It was actually beyond the end. The road, lined with stuccoed, burglar-alarmed houses with original fanlights, grilles behind the barred windows and expensive plant tubs chained to their steps, came to an apparent end with St Peter’s Street cutting across it. But beyond it, Colebrooke Row continued with another short terrace of houses which had escaped the gentrification of the rest of the street. Most of them were of unadorned brick and dark with dirt.
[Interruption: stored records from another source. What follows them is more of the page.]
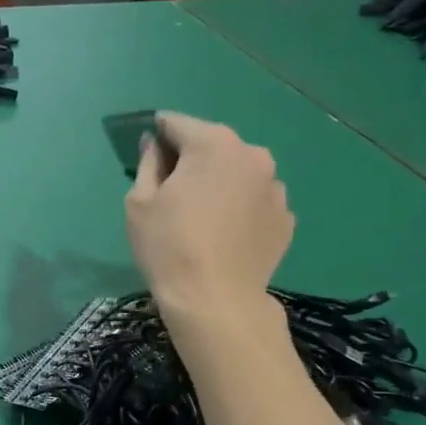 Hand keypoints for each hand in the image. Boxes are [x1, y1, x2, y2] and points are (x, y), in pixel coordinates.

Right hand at [125, 111, 294, 338]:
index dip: (157, 135)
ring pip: (237, 174)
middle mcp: (252, 155)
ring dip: (219, 184)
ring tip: (202, 220)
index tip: (147, 154)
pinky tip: (224, 237)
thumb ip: (147, 163)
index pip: (177, 124)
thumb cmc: (168, 246)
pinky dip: (240, 210)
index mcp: (213, 144)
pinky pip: (255, 202)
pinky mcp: (286, 218)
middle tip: (172, 193)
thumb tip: (154, 144)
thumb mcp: (139, 202)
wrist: (216, 301)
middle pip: (212, 146)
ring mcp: (275, 187)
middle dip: (191, 161) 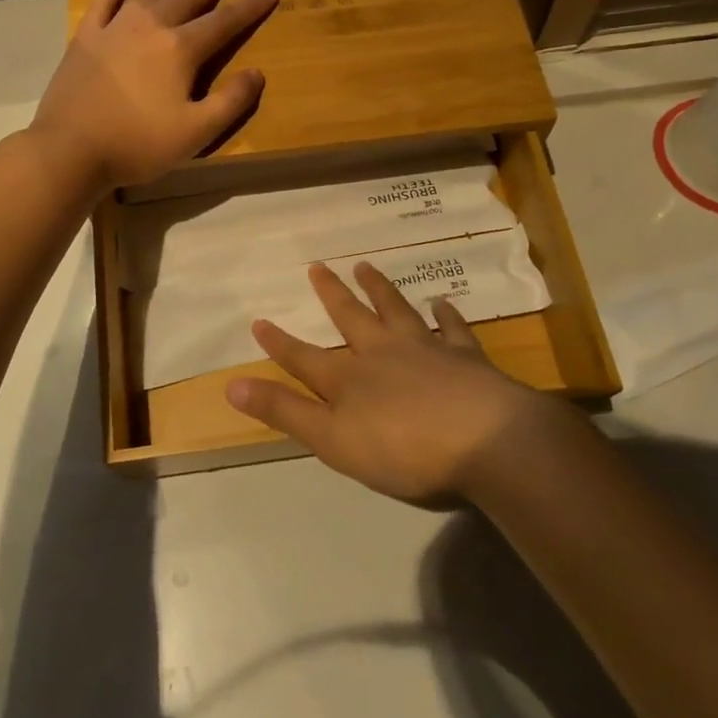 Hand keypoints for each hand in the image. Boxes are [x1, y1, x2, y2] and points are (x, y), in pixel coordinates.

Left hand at [31, 0, 276, 190]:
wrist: (70, 148)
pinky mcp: (86, 38)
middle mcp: (151, 27)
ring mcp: (115, 28)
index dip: (250, 7)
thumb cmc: (138, 143)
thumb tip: (256, 73)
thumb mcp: (197, 132)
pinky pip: (104, 3)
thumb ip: (231, 101)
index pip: (225, 22)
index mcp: (181, 49)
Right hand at [226, 260, 567, 504]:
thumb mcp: (333, 441)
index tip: (258, 320)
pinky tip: (442, 303)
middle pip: (351, 318)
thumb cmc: (404, 451)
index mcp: (349, 379)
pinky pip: (452, 329)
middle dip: (331, 294)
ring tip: (366, 266)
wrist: (486, 441)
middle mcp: (383, 354)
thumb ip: (285, 412)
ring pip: (397, 311)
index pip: (304, 358)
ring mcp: (426, 350)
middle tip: (317, 266)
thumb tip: (232, 385)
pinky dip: (446, 315)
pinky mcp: (466, 358)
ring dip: (380, 289)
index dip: (279, 343) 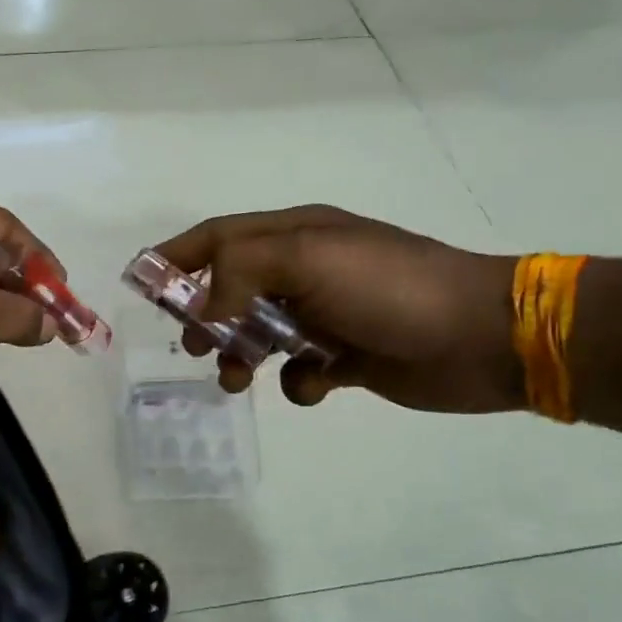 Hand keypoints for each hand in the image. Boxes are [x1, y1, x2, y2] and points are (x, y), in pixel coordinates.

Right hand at [154, 206, 520, 411]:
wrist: (480, 336)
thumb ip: (241, 271)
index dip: (177, 256)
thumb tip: (204, 307)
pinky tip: (314, 385)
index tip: (141, 283)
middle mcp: (305, 270)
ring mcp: (326, 314)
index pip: (219, 237)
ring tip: (236, 379)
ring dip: (240, 355)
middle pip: (232, 288)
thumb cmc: (389, 287)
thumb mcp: (308, 257)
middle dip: (205, 316)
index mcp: (295, 235)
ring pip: (260, 333)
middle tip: (195, 345)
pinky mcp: (346, 356)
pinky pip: (300, 370)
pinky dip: (296, 382) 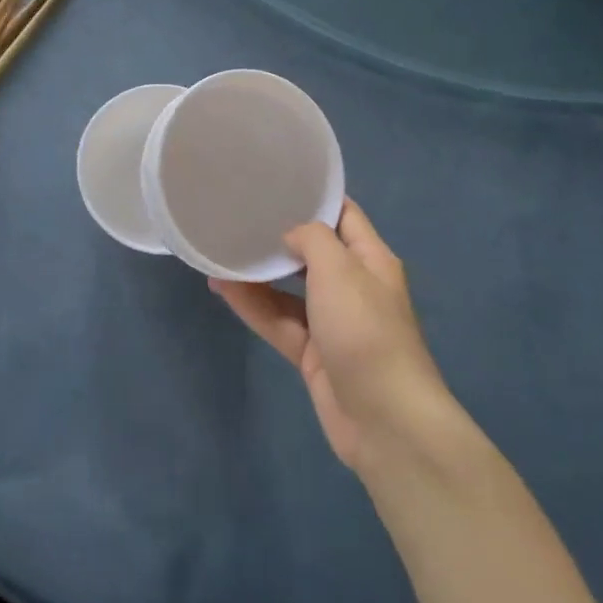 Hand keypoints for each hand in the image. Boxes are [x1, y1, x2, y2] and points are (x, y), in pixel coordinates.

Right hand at [211, 199, 455, 472]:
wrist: (384, 418)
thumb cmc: (365, 330)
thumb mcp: (340, 269)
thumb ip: (313, 239)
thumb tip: (291, 235)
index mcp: (371, 260)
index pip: (343, 216)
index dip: (313, 198)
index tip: (274, 184)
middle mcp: (353, 286)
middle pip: (313, 253)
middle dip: (278, 237)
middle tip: (238, 217)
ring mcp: (332, 323)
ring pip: (289, 290)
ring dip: (258, 274)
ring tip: (219, 253)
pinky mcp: (313, 355)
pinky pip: (279, 321)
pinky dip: (253, 306)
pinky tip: (223, 289) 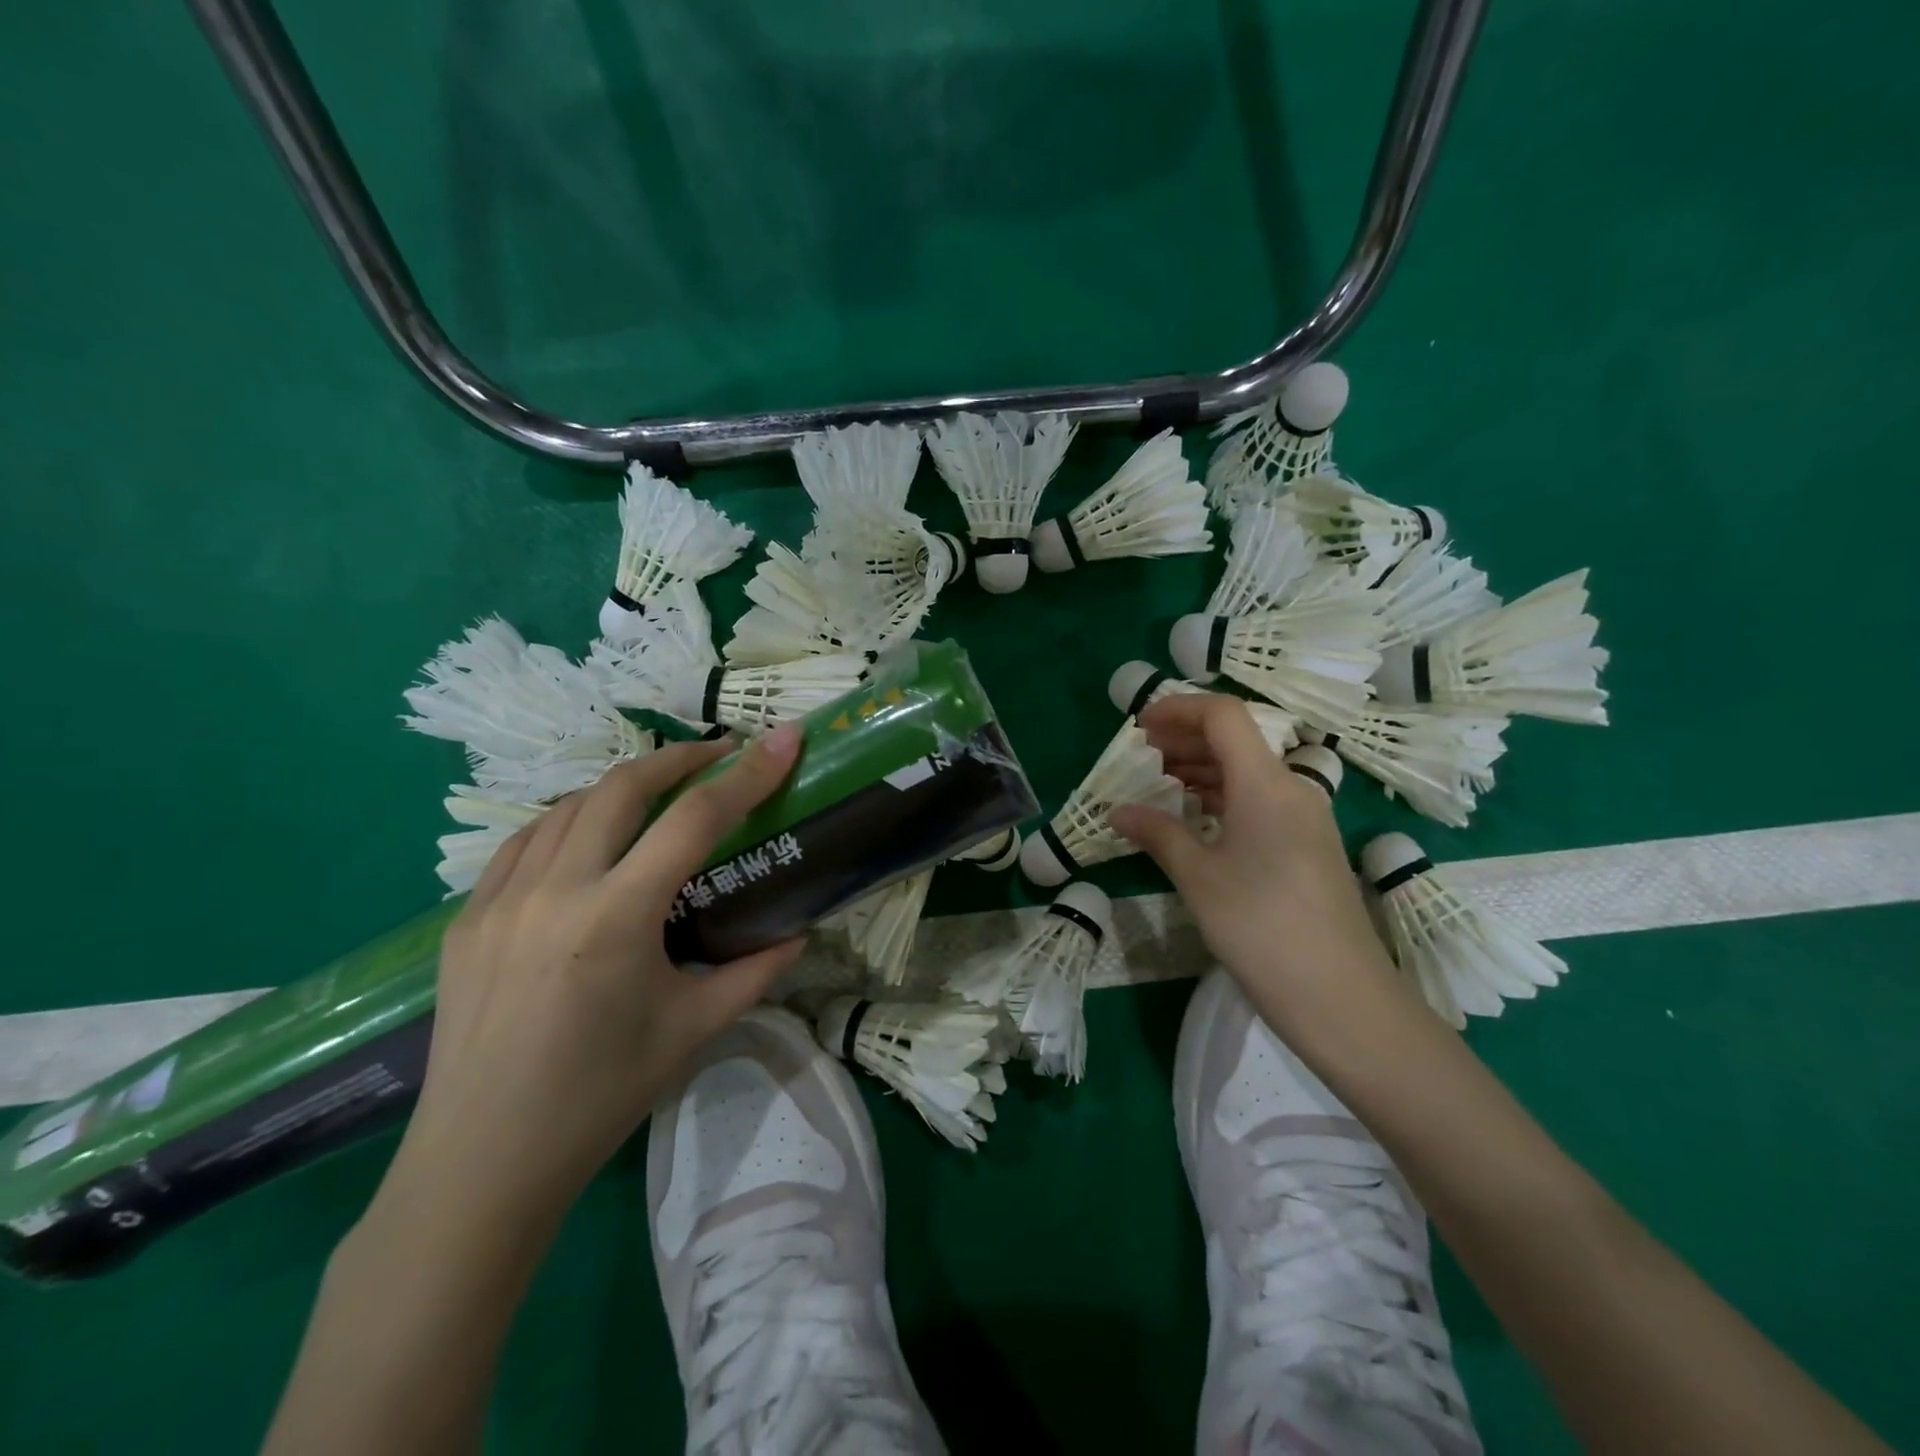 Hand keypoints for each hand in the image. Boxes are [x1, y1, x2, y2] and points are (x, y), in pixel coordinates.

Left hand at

The plant tubs were plastic, the phoney Georgian doors were off-the-peg from Doors ‘R’ Us or some such place, and the metropolitan, crime-phobic manner of doing up houses to resemble extremely pretty prisons had not been necessary or possible here. As Sara pulled over to park, her dismay at realising that Joyce lived somewhere in this lot was interrupted by a wail of anguish.

‘Oh! Oh no! Pretzel! My wee Pretzel!’ Joyce was pointing with a shaky hand at a dark mound on the pavement near the railings. It looked like a heap of discarded boxes. She was out of the passenger door before the car had quite stopped. At the sound of her voice something moved from the heap, got up and started barking.

The dog was tied to the railings outside number 81 by a rope attached to its collar. What seemed to Sara odd, but
which Joyce appeared not to have noticed, was that surrounding the dog were two suitcases, several full bin liners tied with string, three boxes of books, a table lamp, a dozen or so Tesco bags, a box of crockery and, propped against the railings, an upright cello case with an envelope addressed to Joyce sellotaped to it. Sara ripped it off and pulled Joyce to her feet, pushing the excited dog away with her foot as forcefully as she could without quite kicking it. She regretted it at once, sensing saliva on her shoe.

‘Open it,’ she said, although what had happened did not really require explanation.

As she read, Joyce moaned. She handed the single sheet of paper to Sara with a guilty glance and crouched down once more to Pretzel.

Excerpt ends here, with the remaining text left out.